Data records: Begin
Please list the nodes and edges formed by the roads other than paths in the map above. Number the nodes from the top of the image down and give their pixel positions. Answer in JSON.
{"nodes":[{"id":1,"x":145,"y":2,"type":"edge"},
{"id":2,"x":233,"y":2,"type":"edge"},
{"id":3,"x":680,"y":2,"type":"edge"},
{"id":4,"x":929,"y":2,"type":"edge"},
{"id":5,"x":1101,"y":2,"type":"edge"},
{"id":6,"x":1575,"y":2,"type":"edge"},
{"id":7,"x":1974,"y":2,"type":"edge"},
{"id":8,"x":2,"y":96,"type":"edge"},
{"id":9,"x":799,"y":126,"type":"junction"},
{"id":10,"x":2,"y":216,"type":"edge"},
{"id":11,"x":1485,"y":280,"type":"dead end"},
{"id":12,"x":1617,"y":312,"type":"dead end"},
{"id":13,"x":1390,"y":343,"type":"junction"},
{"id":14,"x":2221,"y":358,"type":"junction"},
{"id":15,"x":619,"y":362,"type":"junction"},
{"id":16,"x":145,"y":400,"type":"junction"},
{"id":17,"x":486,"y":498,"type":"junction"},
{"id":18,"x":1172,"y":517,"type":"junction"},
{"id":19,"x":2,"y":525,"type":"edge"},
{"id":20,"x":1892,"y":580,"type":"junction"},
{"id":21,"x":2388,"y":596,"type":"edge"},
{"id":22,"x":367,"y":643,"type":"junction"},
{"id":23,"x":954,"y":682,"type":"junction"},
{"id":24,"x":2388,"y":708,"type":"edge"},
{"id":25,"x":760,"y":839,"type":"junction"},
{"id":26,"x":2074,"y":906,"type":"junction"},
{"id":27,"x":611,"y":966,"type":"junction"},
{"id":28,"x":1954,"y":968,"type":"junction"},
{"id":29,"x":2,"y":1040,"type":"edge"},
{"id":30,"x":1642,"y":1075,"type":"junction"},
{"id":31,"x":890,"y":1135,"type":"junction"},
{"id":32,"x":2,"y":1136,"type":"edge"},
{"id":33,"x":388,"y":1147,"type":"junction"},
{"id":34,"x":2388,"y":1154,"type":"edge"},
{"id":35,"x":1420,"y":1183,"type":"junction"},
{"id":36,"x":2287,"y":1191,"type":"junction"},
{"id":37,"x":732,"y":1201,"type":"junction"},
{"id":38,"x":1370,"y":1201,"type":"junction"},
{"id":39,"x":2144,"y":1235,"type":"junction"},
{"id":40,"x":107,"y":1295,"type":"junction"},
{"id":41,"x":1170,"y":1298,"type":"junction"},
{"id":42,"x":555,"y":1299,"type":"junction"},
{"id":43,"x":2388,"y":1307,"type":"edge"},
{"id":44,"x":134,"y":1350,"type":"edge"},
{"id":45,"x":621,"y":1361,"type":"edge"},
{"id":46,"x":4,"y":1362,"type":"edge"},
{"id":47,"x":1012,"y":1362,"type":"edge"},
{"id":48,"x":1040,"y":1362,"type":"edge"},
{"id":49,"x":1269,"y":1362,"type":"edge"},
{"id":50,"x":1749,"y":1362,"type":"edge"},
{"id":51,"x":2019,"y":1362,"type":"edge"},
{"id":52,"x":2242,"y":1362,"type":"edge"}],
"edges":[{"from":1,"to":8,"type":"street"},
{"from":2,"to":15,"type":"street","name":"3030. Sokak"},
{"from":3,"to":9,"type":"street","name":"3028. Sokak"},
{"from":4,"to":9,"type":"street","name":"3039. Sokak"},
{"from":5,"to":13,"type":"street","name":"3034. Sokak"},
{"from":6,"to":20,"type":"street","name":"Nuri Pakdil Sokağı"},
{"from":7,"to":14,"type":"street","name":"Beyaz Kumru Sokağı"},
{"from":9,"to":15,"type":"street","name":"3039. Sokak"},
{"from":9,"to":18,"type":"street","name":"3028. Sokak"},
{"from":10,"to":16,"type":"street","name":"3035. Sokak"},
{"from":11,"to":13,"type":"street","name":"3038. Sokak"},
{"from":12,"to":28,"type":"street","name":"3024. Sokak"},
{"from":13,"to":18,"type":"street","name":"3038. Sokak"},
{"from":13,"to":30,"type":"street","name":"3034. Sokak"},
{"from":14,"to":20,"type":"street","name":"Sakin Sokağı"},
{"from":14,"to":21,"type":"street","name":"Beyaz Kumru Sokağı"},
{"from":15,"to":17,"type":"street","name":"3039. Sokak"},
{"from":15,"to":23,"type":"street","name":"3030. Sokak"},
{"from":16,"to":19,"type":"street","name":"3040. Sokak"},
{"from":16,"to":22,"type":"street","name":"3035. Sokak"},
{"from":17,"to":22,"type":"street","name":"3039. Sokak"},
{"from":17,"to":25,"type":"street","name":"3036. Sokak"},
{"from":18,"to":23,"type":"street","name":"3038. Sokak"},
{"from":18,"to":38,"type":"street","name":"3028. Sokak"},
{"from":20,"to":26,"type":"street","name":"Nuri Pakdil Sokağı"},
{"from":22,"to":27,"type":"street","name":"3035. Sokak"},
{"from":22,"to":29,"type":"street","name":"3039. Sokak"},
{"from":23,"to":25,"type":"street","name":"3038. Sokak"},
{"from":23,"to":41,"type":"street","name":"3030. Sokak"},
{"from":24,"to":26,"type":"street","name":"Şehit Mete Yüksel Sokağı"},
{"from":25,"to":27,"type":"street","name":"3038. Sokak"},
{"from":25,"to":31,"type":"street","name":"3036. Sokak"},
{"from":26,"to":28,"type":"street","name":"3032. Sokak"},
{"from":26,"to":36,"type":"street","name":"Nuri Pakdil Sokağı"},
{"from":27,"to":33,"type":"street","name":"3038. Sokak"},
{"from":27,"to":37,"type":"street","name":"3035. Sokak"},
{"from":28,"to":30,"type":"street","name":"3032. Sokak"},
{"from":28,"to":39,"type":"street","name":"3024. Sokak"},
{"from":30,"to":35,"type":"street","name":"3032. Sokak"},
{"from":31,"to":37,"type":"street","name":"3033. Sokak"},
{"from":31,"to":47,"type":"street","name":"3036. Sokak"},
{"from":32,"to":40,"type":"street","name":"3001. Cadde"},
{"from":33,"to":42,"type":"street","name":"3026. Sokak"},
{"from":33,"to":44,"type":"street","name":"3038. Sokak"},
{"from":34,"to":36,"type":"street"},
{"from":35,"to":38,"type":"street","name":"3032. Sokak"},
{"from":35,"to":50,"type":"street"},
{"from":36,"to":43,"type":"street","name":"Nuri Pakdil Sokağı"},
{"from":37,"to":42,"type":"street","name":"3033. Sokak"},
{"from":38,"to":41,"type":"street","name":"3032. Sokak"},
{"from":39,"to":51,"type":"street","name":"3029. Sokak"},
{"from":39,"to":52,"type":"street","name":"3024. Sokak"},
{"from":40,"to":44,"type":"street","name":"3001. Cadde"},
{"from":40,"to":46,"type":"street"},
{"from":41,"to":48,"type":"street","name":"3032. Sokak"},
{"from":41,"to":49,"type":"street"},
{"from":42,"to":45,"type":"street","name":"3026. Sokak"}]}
Data records: End
-- Work request --
The entries above are to be output exactly as they appear.

-- Answer section --
Please list the nodes and edges formed by the roads other than paths in the map above. Number the nodes from the top of the image down and give their pixel positions. Answer in JSON.
{"nodes":[{"id":1,"x":145,"y":2,"type":"edge"},
{"id":2,"x":233,"y":2,"type":"edge"},
{"id":3,"x":680,"y":2,"type":"edge"},
{"id":4,"x":929,"y":2,"type":"edge"},
{"id":5,"x":1101,"y":2,"type":"edge"},
{"id":6,"x":1575,"y":2,"type":"edge"},
{"id":7,"x":1974,"y":2,"type":"edge"},
{"id":8,"x":2,"y":96,"type":"edge"},
{"id":9,"x":799,"y":126,"type":"junction"},
{"id":10,"x":2,"y":216,"type":"edge"},
{"id":11,"x":1485,"y":280,"type":"dead end"},
{"id":12,"x":1617,"y":312,"type":"dead end"},
{"id":13,"x":1390,"y":343,"type":"junction"},
{"id":14,"x":2221,"y":358,"type":"junction"},
{"id":15,"x":619,"y":362,"type":"junction"},
{"id":16,"x":145,"y":400,"type":"junction"},
{"id":17,"x":486,"y":498,"type":"junction"},
{"id":18,"x":1172,"y":517,"type":"junction"},
{"id":19,"x":2,"y":525,"type":"edge"},
{"id":20,"x":1892,"y":580,"type":"junction"},
{"id":21,"x":2388,"y":596,"type":"edge"},
{"id":22,"x":367,"y":643,"type":"junction"},
{"id":23,"x":954,"y":682,"type":"junction"},
{"id":24,"x":2388,"y":708,"type":"edge"},
{"id":25,"x":760,"y":839,"type":"junction"},
{"id":26,"x":2074,"y":906,"type":"junction"},
{"id":27,"x":611,"y":966,"type":"junction"},
{"id":28,"x":1954,"y":968,"type":"junction"},
{"id":29,"x":2,"y":1040,"type":"edge"},
{"id":30,"x":1642,"y":1075,"type":"junction"},
{"id":31,"x":890,"y":1135,"type":"junction"},
{"id":32,"x":2,"y":1136,"type":"edge"},
{"id":33,"x":388,"y":1147,"type":"junction"},
{"id":34,"x":2388,"y":1154,"type":"edge"},
{"id":35,"x":1420,"y":1183,"type":"junction"},
{"id":36,"x":2287,"y":1191,"type":"junction"},
{"id":37,"x":732,"y":1201,"type":"junction"},
{"id":38,"x":1370,"y":1201,"type":"junction"},
{"id":39,"x":2144,"y":1235,"type":"junction"},
{"id":40,"x":107,"y":1295,"type":"junction"},
{"id":41,"x":1170,"y":1298,"type":"junction"},
{"id":42,"x":555,"y":1299,"type":"junction"},
{"id":43,"x":2388,"y":1307,"type":"edge"},
{"id":44,"x":134,"y":1350,"type":"edge"},
{"id":45,"x":621,"y":1361,"type":"edge"},
{"id":46,"x":4,"y":1362,"type":"edge"},
{"id":47,"x":1012,"y":1362,"type":"edge"},
{"id":48,"x":1040,"y":1362,"type":"edge"},
{"id":49,"x":1269,"y":1362,"type":"edge"},
{"id":50,"x":1749,"y":1362,"type":"edge"},
{"id":51,"x":2019,"y":1362,"type":"edge"},
{"id":52,"x":2242,"y":1362,"type":"edge"}],
"edges":[{"from":1,"to":8,"type":"street"},
{"from":2,"to":15,"type":"street","name":"3030. Sokak"},
{"from":3,"to":9,"type":"street","name":"3028. Sokak"},
{"from":4,"to":9,"type":"street","name":"3039. Sokak"},
{"from":5,"to":13,"type":"street","name":"3034. Sokak"},
{"from":6,"to":20,"type":"street","name":"Nuri Pakdil Sokağı"},
{"from":7,"to":14,"type":"street","name":"Beyaz Kumru Sokağı"},
{"from":9,"to":15,"type":"street","name":"3039. Sokak"},
{"from":9,"to":18,"type":"street","name":"3028. Sokak"},
{"from":10,"to":16,"type":"street","name":"3035. Sokak"},
{"from":11,"to":13,"type":"street","name":"3038. Sokak"},
{"from":12,"to":28,"type":"street","name":"3024. Sokak"},
{"from":13,"to":18,"type":"street","name":"3038. Sokak"},
{"from":13,"to":30,"type":"street","name":"3034. Sokak"},
{"from":14,"to":20,"type":"street","name":"Sakin Sokağı"},
{"from":14,"to":21,"type":"street","name":"Beyaz Kumru Sokağı"},
{"from":15,"to":17,"type":"street","name":"3039. Sokak"},
{"from":15,"to":23,"type":"street","name":"3030. Sokak"},
{"from":16,"to":19,"type":"street","name":"3040. Sokak"},
{"from":16,"to":22,"type":"street","name":"3035. Sokak"},
{"from":17,"to":22,"type":"street","name":"3039. Sokak"},
{"from":17,"to":25,"type":"street","name":"3036. Sokak"},
{"from":18,"to":23,"type":"street","name":"3038. Sokak"},
{"from":18,"to":38,"type":"street","name":"3028. Sokak"},
{"from":20,"to":26,"type":"street","name":"Nuri Pakdil Sokağı"},
{"from":22,"to":27,"type":"street","name":"3035. Sokak"},
{"from":22,"to":29,"type":"street","name":"3039. Sokak"},
{"from":23,"to":25,"type":"street","name":"3038. Sokak"},
{"from":23,"to":41,"type":"street","name":"3030. Sokak"},
{"from":24,"to":26,"type":"street","name":"Şehit Mete Yüksel Sokağı"},
{"from":25,"to":27,"type":"street","name":"3038. Sokak"},
{"from":25,"to":31,"type":"street","name":"3036. Sokak"},
{"from":26,"to":28,"type":"street","name":"3032. Sokak"},
{"from":26,"to":36,"type":"street","name":"Nuri Pakdil Sokağı"},
{"from":27,"to":33,"type":"street","name":"3038. Sokak"},
{"from":27,"to":37,"type":"street","name":"3035. Sokak"},
{"from":28,"to":30,"type":"street","name":"3032. Sokak"},
{"from":28,"to":39,"type":"street","name":"3024. Sokak"},
{"from":30,"to":35,"type":"street","name":"3032. Sokak"},
{"from":31,"to":37,"type":"street","name":"3033. Sokak"},
{"from":31,"to":47,"type":"street","name":"3036. Sokak"},
{"from":32,"to":40,"type":"street","name":"3001. Cadde"},
{"from":33,"to":42,"type":"street","name":"3026. Sokak"},
{"from":33,"to":44,"type":"street","name":"3038. Sokak"},
{"from":34,"to":36,"type":"street"},
{"from":35,"to":38,"type":"street","name":"3032. Sokak"},
{"from":35,"to":50,"type":"street"},
{"from":36,"to":43,"type":"street","name":"Nuri Pakdil Sokağı"},
{"from":37,"to":42,"type":"street","name":"3033. Sokak"},
{"from":38,"to":41,"type":"street","name":"3032. Sokak"},
{"from":39,"to":51,"type":"street","name":"3029. Sokak"},
{"from":39,"to":52,"type":"street","name":"3024. Sokak"},
{"from":40,"to":44,"type":"street","name":"3001. Cadde"},
{"from":40,"to":46,"type":"street"},
{"from":41,"to":48,"type":"street","name":"3032. Sokak"},
{"from":41,"to":49,"type":"street"},
{"from":42,"to":45,"type":"street","name":"3026. Sokak"}]}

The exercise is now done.